I don’t even know where to begin. I have so many terrible things to say and they all want to come out at the same time. How can I possibly pick just one? I mean, look at how I spelled Stanfurd. Yes, that’s a “u.” That’s how Cal fans commonly refer to their bitter rival.
Say it with me now, and grit your teeth: “Sstahnfurddd.” Let the “d” linger. It makes your blood pressure rise, doesn’t it? I’ve been at USC for almost four full football seasons. In that time, the Trojans have beaten every single team in the Pac-12, save for one.
More than a year ago, I wrote a column that must be among the most unprofessional pieces of writing ever published in the Daily Trojan. It was more or less about my unbridled hatred for the Stanford Cardinal, and it wasn’t even remotely close to resembling a piece of objective journalism.

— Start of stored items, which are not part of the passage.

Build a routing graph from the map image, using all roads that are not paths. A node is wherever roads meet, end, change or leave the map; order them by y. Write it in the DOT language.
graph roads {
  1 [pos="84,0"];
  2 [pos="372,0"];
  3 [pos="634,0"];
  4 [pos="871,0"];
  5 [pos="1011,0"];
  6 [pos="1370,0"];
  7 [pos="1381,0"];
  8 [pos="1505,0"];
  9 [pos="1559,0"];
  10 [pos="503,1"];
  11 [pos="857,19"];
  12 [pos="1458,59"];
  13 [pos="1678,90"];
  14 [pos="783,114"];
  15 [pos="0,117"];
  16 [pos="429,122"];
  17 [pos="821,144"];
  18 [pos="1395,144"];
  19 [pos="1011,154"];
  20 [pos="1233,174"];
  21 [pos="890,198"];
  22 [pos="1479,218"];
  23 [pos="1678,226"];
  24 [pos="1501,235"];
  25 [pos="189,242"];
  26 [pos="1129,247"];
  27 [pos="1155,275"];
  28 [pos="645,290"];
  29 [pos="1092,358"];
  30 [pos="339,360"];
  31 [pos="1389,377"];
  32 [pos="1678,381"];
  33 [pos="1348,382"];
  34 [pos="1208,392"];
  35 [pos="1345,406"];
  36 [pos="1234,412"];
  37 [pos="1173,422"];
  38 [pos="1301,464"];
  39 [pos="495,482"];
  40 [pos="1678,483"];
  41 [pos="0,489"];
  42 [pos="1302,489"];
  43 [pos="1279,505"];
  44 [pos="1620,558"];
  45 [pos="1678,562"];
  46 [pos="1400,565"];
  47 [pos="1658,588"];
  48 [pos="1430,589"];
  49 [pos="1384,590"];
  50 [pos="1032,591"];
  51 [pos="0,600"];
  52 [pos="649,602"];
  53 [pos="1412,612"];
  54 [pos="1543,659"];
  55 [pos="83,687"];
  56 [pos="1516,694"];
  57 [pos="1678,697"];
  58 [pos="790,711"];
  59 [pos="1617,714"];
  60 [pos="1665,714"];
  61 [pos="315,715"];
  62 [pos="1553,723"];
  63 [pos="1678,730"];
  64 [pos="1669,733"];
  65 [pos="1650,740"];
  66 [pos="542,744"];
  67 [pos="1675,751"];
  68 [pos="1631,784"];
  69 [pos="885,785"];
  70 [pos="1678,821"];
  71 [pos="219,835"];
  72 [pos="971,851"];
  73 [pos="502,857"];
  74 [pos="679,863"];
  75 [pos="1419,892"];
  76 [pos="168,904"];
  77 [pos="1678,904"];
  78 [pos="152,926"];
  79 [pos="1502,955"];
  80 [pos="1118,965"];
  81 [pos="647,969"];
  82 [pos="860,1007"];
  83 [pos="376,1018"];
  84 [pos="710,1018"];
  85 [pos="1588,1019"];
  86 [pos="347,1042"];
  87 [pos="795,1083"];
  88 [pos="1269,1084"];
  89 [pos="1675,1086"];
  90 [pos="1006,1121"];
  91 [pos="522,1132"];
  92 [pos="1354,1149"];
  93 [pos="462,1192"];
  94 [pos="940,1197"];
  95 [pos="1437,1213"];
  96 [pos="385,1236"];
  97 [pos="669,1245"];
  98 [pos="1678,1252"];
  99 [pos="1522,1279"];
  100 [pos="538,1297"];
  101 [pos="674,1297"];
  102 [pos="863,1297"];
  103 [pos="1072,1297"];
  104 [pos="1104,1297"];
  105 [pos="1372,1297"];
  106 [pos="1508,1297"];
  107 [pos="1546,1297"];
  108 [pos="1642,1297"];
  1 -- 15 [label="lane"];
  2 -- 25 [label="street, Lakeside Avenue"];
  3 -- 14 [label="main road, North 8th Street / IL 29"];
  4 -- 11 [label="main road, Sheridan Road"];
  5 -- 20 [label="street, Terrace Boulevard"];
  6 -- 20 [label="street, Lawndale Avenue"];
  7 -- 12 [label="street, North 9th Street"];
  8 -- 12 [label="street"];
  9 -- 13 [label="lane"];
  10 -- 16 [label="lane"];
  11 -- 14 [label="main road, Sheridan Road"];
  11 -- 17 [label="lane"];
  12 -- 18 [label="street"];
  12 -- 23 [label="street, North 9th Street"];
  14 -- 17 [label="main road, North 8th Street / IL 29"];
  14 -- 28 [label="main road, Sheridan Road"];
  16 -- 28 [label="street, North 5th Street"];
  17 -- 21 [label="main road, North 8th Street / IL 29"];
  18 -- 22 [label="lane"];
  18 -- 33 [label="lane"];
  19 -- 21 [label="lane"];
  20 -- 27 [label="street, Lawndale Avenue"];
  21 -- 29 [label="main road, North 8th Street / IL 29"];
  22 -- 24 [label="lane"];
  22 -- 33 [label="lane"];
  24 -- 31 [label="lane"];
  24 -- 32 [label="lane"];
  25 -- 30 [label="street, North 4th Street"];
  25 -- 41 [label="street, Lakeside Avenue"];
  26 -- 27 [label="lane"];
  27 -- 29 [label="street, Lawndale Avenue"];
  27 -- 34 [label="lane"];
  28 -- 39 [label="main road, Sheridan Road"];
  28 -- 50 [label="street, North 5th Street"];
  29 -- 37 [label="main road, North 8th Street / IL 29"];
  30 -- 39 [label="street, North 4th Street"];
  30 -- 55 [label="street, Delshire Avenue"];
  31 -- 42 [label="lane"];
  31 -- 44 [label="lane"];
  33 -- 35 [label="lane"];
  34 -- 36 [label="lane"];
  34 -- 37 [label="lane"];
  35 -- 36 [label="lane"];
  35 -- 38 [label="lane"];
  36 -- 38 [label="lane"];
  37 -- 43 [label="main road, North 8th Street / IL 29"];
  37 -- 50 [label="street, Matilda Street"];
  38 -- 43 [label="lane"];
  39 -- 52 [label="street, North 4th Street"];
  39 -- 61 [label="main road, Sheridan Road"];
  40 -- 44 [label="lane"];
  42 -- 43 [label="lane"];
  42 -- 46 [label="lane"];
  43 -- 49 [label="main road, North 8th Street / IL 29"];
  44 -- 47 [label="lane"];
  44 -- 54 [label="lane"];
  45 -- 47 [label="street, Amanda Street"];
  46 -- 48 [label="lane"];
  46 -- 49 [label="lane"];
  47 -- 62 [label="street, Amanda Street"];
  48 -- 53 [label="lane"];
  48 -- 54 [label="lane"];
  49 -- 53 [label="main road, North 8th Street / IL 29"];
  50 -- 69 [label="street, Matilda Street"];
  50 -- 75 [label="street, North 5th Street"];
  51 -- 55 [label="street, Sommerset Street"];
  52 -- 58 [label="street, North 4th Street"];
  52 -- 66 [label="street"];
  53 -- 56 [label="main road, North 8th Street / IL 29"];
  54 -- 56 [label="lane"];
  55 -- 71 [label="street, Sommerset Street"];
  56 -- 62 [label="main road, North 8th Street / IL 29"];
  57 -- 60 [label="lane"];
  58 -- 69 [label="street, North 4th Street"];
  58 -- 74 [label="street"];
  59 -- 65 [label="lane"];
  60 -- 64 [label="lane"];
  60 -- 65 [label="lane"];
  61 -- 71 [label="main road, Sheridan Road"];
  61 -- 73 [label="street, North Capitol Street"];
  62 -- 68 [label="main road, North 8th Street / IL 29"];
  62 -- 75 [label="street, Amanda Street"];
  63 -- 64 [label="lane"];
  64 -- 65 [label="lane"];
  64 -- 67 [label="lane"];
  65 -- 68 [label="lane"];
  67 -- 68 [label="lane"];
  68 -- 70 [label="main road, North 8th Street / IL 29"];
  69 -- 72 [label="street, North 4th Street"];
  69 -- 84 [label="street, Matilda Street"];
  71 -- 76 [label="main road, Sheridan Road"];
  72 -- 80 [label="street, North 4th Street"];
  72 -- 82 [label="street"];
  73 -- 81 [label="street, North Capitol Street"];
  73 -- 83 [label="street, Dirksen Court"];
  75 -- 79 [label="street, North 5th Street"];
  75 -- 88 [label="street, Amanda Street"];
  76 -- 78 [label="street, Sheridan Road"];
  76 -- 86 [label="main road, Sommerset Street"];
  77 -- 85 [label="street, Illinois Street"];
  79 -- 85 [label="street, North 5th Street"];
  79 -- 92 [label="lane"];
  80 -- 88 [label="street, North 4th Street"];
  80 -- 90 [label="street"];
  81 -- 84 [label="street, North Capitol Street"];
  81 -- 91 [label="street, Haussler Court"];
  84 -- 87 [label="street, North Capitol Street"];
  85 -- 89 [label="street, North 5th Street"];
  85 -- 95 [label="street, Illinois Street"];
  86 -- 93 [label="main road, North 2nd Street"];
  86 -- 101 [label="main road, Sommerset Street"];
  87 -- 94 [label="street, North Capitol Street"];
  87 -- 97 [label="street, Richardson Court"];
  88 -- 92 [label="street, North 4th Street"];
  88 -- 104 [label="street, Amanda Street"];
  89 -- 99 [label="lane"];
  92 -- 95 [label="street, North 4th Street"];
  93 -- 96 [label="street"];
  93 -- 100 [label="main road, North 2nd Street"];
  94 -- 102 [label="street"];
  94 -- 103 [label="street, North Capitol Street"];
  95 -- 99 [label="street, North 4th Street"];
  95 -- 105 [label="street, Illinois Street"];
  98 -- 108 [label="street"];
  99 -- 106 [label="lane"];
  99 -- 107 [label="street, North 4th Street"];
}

This won’t be either. Why?
For four straight years, the Cardinal have beaten the Trojans in increasingly maddening fashion. The “What’s your deal?” blowout at the Coliseum in 2009, the oh-so-close loss in Palo Alto in 2010, the heartbreaking triple-overtime instant-classic in 2011 and the upset that wasn’t really an upset a year ago.

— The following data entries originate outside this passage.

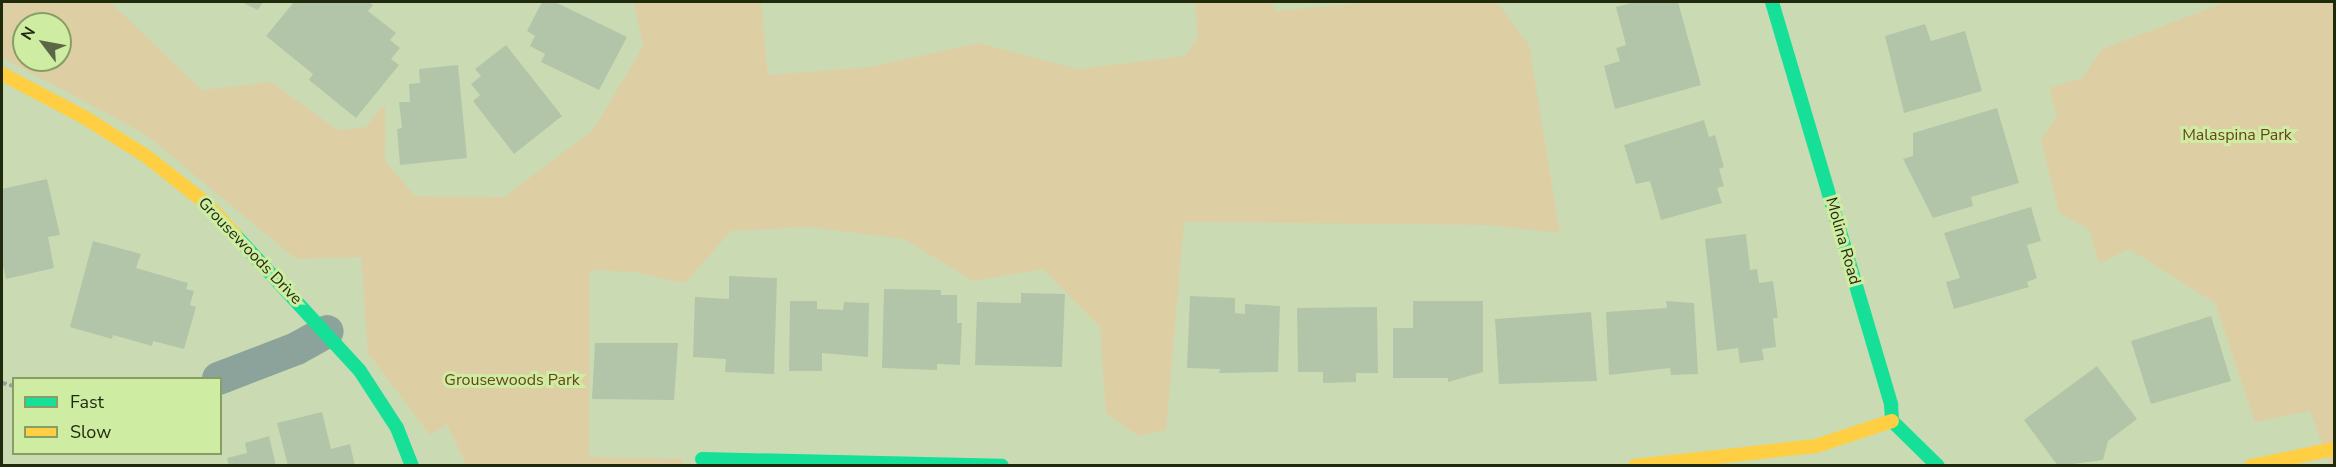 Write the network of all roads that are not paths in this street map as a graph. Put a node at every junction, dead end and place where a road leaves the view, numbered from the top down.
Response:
1 (1772, 2) edge
2 (2, 74) edge
3 (327, 331) junction
4 (221, 377) edge
5 (1892, 421) junction
6 (2334, 449) edge
7 (702, 459) dead end
8 (412, 465) edge
9 (1002, 465) edge
10 (1635, 465) edge
11 (1938, 465) edge
12 (2251, 465) edge

1 - 5 street, Molina Road
2 - 3 street, Grousewoods Drive
3 - 4 street
3 - 8 street, Grousewoods Drive
5 - 10 street
5 - 11 street
6 - 12 street
7 - 9 street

Watching Oregon vs. Stanford a week ago was brutal. Being able to count on the Ducks losing a big game is one of my favorite parts of college football. But my dislike for them is nothing compared to my hatred — yes, hatred — for the Cardinal.
When their fans stormed the field after beating a team ranked a mere two spots ahead of them in the BCS, my first reaction was disgust. As the saying goes, “Act like you’ve been there before.” And as much as it pains me to say, Stanford certainly has. But then I just smiled.
Smile probably isn’t the right word. It was more of a smirk. I thought about this Saturday: primetime, under the lights at the Coliseum, College GameDay in the house. I cannot even describe my level of anticipation. It’s the game of the season for me. As a fan, if I had to choose to beat either Stanford or UCLA, it wouldn’t be a question.
One win. That’s all I ask. One win in my time here over the team I grew up despising as a Cal fan — and Stanford wasn’t even good back then. That stupid train horn they play after every score. Storming the field after practically every win. I mean, some of their students bring laptops to games and study! What? That should be an automatic zero in whatever class they’re studying for. Or a 15-yard penalty, I don’t care.
This is not just another game on the schedule. To call this a grudge match would be selling it short. I don’t actually know what comes after a grudge match, but whatever it is, it still wouldn’t describe this. I don’t think I can recall a week in my time on this campus in which a game was so anticipated.
Everyone knows what this game means. The notes distributed to the media this week describe Stanford as USC’s “longtime foe and recent nemesis.” That could not be a more apt description. All four California schools in the Pac-12 have always had rivalries, beyond the obvious regional ones in USC-UCLA and Cal-Stanford. But to some USC fans, especially younger ones, Stanford has risen its way to almost the same rung as UCLA or Notre Dame. For others like me, they’re well past.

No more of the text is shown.